C’est cette interconnexion à plusieurs niveaux qui rend les risques d’événements extrêmes si complexes et critiques. Les effets en cascade se répercutent sur de nombreux secteurs et peuvent avoir des conséquences considérables pour les systèmes critiques. « Des extrêmes climatiques simultanés sont potentiellement capables de déstabiliser des systèmes importants pour la société, tels que le commerce mondial », note Niggli.
L’analyse montre également que les mesures d’adaptation prises contre les épisodes de chaleur extrême et de sécheresse étaient pour la plupart réactives et de portée limitée. Dans plusieurs cas, les scientifiques ont trouvé des preuves d’un mauvais alignement des politiques : c’est-à-dire que les mesures prises par un secteur avaient parfois des effets négatifs sur d’autres secteurs, en particulier dans les secteurs de l’énergie et de l’eau, de l’économie, de la société, de la culture et des écosystèmes.
Une évaluation des risques plus systématique pour une meilleure adaptabilité
Les chercheurs soutiennent qu’à l’avenir, une évaluation des risques ne devrait pas seulement prendre en compte les conséquences des événements extrêmes dans des secteurs individuels, mais devrait systématiquement tenir compte de l’interdépendance des secteurs et des systèmes. Cela contribuerait à améliorer l’adaptabilité et la résilience des régions touchées.
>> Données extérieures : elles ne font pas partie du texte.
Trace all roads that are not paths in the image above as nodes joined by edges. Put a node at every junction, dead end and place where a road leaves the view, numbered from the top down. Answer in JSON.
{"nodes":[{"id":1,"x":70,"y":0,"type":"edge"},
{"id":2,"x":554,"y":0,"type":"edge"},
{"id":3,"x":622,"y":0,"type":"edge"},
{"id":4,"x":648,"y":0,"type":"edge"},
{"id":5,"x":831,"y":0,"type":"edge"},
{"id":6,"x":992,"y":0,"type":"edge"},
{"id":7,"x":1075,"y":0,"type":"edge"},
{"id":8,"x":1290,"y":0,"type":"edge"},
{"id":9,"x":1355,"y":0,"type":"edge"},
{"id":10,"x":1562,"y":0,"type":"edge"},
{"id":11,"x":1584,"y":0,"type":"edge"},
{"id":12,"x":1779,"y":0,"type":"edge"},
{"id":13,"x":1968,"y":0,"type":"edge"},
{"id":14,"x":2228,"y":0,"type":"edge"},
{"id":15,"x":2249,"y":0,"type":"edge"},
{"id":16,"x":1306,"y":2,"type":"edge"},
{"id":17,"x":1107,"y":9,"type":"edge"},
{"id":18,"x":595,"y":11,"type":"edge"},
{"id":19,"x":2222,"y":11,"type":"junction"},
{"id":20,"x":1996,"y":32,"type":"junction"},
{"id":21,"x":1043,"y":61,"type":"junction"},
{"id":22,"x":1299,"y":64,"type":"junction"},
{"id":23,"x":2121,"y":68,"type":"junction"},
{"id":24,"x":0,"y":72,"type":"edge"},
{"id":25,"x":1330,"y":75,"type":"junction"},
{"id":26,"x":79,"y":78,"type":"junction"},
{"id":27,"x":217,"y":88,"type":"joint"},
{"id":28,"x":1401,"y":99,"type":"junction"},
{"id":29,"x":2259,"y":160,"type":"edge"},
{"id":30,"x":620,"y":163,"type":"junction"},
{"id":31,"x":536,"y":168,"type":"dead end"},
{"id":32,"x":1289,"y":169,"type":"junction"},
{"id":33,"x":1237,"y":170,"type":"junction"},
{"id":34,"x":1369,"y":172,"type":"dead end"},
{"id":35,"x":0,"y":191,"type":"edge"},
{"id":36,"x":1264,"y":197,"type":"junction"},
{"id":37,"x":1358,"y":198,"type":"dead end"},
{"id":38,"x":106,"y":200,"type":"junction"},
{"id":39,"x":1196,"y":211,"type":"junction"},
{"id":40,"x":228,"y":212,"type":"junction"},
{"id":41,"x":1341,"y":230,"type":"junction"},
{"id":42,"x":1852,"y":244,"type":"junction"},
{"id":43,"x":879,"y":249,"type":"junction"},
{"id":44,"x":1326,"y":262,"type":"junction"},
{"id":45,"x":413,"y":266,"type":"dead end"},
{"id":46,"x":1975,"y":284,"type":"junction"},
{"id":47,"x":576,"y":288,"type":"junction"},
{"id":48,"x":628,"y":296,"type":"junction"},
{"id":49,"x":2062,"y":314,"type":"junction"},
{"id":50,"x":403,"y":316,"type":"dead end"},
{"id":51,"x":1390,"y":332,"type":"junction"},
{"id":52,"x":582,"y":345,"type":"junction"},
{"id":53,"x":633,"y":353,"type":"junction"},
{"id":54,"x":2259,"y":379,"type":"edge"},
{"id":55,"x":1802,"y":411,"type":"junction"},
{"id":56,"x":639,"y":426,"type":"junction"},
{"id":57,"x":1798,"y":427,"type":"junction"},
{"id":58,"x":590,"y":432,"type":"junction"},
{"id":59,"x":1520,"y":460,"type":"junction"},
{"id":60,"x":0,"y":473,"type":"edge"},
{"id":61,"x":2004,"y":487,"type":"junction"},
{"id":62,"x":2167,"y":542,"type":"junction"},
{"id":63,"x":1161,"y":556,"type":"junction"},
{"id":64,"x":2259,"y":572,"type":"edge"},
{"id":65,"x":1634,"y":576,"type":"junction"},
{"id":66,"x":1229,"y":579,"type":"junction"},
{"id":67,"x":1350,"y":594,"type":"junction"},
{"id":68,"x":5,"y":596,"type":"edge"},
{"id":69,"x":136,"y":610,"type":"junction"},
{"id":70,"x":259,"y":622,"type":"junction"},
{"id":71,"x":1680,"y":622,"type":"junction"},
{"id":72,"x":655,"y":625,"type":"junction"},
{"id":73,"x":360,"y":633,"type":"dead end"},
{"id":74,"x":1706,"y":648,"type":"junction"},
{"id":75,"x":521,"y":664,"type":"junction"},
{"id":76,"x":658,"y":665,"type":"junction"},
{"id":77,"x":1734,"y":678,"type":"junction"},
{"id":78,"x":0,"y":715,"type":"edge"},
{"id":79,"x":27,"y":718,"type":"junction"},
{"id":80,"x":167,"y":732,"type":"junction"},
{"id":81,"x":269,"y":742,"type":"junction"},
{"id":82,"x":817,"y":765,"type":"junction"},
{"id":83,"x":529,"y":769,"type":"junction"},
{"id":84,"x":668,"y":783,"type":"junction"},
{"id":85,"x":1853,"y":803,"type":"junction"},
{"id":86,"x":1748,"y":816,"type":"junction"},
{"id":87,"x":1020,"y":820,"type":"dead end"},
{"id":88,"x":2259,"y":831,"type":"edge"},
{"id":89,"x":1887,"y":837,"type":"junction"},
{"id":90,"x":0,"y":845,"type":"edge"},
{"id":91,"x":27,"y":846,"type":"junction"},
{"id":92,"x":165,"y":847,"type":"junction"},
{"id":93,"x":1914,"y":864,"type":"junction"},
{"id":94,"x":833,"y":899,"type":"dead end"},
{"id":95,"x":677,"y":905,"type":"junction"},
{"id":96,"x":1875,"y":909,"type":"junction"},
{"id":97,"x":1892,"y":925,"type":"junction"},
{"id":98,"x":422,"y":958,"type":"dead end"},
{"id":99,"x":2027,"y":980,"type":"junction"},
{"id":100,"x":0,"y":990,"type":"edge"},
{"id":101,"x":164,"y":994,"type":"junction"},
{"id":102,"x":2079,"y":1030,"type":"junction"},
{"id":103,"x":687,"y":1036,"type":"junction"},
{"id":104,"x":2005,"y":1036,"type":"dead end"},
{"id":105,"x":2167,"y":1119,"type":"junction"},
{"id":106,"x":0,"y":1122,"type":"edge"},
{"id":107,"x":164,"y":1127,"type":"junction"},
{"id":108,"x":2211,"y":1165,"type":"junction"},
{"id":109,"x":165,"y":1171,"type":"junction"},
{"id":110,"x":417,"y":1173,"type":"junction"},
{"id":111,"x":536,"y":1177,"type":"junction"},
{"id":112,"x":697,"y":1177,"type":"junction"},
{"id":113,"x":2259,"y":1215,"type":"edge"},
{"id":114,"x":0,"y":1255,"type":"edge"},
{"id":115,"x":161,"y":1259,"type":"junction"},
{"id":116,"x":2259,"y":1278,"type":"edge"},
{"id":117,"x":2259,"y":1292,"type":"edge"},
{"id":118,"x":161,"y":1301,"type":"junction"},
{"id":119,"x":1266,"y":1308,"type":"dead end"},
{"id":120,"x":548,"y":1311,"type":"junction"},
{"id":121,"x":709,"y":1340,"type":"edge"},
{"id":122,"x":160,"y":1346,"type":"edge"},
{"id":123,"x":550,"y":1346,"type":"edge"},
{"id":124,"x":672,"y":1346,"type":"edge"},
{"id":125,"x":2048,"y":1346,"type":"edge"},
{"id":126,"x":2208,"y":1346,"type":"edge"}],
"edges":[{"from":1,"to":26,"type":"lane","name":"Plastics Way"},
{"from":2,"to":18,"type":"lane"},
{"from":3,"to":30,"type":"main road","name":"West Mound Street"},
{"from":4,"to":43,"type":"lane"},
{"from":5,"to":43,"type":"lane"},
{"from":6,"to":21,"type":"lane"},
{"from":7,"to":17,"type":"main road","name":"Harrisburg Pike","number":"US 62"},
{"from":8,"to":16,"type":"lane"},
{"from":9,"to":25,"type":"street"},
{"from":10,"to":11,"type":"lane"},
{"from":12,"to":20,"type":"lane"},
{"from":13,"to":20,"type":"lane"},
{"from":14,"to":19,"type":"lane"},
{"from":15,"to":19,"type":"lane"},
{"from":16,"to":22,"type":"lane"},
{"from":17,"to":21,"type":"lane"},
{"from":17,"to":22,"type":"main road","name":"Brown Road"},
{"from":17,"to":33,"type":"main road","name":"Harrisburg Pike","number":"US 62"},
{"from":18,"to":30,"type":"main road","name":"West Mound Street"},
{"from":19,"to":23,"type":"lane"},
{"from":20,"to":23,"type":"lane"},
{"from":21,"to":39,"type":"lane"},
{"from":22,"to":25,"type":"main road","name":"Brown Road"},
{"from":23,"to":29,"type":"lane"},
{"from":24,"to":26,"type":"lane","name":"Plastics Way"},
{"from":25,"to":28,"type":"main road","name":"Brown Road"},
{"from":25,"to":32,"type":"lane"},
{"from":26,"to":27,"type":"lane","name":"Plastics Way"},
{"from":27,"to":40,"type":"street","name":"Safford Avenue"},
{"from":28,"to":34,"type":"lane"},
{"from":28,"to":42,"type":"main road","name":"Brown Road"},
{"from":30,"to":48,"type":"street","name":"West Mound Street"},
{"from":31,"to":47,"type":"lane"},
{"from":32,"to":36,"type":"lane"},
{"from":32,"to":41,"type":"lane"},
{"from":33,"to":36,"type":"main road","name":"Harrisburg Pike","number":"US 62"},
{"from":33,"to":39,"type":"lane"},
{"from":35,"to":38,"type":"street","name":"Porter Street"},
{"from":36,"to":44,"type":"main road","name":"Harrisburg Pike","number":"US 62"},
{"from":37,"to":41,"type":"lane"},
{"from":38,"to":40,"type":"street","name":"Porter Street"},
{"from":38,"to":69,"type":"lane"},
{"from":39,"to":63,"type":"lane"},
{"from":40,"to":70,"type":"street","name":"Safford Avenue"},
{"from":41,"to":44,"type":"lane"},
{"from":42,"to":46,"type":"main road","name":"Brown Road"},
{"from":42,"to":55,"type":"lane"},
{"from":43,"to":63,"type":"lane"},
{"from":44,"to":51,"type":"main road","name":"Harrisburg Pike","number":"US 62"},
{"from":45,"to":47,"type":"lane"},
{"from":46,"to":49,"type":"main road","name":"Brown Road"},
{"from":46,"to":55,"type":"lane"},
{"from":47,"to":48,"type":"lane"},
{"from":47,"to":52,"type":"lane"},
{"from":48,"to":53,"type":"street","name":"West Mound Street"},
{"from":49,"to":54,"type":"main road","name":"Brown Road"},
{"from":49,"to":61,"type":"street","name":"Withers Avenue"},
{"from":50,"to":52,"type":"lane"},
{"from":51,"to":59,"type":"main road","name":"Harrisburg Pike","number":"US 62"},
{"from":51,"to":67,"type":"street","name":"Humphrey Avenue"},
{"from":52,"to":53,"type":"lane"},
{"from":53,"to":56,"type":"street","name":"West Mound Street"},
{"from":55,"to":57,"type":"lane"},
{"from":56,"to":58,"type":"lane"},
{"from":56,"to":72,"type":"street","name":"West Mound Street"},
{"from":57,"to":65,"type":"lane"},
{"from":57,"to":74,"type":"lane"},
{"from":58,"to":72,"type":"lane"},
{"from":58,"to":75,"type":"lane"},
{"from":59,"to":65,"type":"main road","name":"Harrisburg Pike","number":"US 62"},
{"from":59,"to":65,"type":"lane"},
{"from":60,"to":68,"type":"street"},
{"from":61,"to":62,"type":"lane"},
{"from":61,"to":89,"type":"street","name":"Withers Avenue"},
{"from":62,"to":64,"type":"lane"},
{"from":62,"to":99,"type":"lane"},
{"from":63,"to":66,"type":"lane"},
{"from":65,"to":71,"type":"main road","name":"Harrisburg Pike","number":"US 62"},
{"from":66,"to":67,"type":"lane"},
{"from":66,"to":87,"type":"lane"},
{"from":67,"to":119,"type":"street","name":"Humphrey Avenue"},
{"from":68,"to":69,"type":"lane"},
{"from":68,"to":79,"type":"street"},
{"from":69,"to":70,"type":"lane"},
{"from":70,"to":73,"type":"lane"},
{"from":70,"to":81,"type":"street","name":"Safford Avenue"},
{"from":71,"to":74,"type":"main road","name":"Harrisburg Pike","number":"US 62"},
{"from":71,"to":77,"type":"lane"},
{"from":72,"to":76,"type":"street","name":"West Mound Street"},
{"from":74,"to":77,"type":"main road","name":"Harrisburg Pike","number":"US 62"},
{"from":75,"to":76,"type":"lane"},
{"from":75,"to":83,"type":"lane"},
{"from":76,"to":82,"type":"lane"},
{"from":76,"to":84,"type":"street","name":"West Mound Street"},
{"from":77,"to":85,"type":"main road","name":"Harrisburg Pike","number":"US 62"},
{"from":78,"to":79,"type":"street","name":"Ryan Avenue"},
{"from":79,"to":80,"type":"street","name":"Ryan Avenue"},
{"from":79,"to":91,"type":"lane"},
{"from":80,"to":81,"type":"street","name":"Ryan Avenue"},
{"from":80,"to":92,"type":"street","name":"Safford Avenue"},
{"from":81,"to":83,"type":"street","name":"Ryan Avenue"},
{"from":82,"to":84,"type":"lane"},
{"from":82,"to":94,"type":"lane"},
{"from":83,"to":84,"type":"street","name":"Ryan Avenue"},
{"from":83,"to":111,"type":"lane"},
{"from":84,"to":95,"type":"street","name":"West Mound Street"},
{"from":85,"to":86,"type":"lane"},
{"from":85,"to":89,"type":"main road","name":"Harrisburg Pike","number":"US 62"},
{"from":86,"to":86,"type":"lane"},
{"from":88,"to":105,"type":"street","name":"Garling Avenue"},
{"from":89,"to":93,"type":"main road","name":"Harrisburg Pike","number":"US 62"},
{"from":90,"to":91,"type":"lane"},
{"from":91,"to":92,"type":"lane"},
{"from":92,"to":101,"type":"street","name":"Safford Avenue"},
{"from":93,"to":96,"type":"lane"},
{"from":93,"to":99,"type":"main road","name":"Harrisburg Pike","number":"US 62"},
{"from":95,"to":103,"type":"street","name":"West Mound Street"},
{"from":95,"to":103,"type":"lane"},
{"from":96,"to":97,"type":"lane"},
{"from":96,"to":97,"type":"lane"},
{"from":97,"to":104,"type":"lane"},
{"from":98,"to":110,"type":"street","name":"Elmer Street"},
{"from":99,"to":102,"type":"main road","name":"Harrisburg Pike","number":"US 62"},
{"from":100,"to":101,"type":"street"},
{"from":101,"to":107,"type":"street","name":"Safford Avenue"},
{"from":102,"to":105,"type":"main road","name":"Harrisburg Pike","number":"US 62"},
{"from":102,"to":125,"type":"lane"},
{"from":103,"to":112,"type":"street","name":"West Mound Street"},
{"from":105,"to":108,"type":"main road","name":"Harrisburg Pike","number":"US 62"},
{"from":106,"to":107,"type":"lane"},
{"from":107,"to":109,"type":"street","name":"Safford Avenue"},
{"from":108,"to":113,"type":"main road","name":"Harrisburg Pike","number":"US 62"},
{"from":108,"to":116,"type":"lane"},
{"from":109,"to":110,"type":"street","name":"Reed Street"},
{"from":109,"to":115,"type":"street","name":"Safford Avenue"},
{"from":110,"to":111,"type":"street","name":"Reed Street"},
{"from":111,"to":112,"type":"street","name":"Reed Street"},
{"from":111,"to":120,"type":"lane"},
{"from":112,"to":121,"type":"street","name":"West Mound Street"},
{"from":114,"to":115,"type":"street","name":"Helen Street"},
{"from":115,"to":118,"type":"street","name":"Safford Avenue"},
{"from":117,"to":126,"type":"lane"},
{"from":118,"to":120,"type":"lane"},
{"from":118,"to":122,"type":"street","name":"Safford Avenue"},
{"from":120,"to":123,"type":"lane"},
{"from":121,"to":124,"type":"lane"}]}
« Ceci est particulièrement important car l’avenir est susceptible de voir des événements extrêmes combinés sans précédent avec des effets en cascade qui dépassent tous les événements historiques précédents. Ces effets doivent être soigneusement analysés pour soutenir une planification d’action adaptative et réactive », a déclaré le professeur de l’UZH. géographie Christian Huggel, qui a dirigé l’étude.
À mesure que le climat se réchauffera, les épisodes de chaleur extrême et de sécheresse se produiront plus fréquemment, seront plus intenses et dureront plus longtemps. Pour atténuer ce risque croissant pour la société, en plus de redoubler d’efforts et d’investissements dans l’adaptation aux phénomènes météorologiques extrêmes, une coopération intersectorielle et de plus en plus internationale sera nécessaire. (ET MOI)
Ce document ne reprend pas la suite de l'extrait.